Ice People (#713) Duration: 1:26:46 STEREO (Secondary audio: none)
No one gets to Antarctica by accident. For the few scientific teams who brave this beautiful and silent landscape, it feels like another planet. Their discoveries yield secrets about the Earth's past and future, and prompt questions about our place in the world. This documentary captures the experience of vastness and claustrophobia, of excitement and waiting, and of a life still set to nature's rhythm.
Here Comes Uncle Joe (#714) Duration: 56:46 STEREO (Secondary audio: none)
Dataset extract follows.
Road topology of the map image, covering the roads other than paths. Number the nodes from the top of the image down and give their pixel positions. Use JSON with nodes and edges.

He is not their uncle, and his name is not Joe. But to the old ladies of An-dong, a rural community in southeastern Korea, Uncle Joe is almost the only contact they have with the modern world. As the young leave these rural areas to acquire higher education and to find high salary jobs in the cities, there are no services or people to support old people. In this situation, Uncle Joe becomes the only man for the old.
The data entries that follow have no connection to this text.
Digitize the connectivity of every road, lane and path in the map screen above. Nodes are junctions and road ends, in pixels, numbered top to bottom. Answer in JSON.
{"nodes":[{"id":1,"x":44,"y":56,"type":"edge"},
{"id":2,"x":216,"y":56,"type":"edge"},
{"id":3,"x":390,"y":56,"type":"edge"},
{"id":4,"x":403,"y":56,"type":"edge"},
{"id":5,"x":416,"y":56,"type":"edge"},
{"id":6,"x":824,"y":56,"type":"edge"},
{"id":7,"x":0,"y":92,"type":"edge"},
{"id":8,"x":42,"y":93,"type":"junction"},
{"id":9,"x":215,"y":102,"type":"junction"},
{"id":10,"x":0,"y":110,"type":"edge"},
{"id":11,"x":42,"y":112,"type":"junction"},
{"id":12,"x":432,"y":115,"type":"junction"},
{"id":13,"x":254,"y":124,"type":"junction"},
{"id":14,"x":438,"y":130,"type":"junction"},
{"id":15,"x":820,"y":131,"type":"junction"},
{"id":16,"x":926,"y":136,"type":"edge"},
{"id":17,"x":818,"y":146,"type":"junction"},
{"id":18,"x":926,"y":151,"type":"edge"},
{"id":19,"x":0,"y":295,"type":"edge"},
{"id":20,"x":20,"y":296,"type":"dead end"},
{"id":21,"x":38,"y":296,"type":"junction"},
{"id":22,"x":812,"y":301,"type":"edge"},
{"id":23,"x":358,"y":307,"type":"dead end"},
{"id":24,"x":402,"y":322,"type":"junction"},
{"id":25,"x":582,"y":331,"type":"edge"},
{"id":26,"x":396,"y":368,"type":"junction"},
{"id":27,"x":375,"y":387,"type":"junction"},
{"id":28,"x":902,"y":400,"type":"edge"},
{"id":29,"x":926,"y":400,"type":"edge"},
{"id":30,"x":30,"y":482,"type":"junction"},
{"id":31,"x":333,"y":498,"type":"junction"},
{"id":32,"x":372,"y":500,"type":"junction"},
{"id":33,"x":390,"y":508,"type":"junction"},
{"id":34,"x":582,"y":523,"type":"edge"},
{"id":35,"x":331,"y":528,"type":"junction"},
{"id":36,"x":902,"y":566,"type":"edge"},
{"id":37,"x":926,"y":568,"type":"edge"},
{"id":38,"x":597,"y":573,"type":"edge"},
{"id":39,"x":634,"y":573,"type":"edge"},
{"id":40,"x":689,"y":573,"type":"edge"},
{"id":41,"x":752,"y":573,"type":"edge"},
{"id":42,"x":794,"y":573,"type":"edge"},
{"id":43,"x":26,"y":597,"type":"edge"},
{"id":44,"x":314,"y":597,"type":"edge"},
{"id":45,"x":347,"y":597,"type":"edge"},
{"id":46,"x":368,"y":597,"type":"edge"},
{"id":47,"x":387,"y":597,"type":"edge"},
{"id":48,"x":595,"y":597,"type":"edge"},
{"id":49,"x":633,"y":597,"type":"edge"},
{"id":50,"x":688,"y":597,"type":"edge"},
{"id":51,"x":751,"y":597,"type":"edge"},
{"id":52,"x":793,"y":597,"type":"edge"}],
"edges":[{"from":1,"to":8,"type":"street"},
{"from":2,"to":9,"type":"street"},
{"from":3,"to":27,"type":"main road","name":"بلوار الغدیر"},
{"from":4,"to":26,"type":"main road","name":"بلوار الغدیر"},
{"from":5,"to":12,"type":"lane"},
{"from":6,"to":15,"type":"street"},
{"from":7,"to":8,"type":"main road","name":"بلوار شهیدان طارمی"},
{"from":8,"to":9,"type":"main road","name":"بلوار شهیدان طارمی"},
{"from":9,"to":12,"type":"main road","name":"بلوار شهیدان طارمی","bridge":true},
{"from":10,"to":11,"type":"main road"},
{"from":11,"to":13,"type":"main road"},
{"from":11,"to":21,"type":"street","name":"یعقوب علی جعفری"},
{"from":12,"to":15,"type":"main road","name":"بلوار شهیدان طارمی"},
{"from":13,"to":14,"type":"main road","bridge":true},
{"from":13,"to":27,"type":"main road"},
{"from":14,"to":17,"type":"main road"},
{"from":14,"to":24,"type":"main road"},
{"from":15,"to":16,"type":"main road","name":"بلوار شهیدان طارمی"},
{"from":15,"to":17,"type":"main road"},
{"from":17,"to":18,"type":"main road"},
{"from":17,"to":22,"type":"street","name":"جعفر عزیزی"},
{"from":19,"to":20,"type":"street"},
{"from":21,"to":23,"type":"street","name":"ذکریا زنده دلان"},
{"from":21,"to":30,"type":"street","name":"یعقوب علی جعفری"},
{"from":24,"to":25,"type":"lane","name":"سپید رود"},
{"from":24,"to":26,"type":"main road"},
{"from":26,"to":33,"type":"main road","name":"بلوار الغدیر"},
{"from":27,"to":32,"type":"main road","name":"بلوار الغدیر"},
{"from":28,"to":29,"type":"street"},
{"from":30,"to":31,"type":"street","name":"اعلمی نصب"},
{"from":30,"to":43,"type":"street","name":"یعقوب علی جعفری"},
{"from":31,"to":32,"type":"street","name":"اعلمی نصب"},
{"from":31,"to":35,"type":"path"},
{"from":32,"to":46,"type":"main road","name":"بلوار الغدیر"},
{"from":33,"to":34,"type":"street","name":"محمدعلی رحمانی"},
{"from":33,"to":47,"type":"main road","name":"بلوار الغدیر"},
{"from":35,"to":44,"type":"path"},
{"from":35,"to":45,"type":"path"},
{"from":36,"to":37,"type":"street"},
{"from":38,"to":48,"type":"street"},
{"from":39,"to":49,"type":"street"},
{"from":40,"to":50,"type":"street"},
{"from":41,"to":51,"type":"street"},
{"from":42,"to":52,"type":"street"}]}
However, his road taken isn't always happy. Because of their advanced years, Joe often encounters his old customer-friends' misery and death. Moreover, as he reflects on his life, he faces his inner conflict and shame. In this film, we see how Uncle Joe serves these communities with humor and attention, how love and friendship are infused in life, and how he overcomes his conflicts with his friends.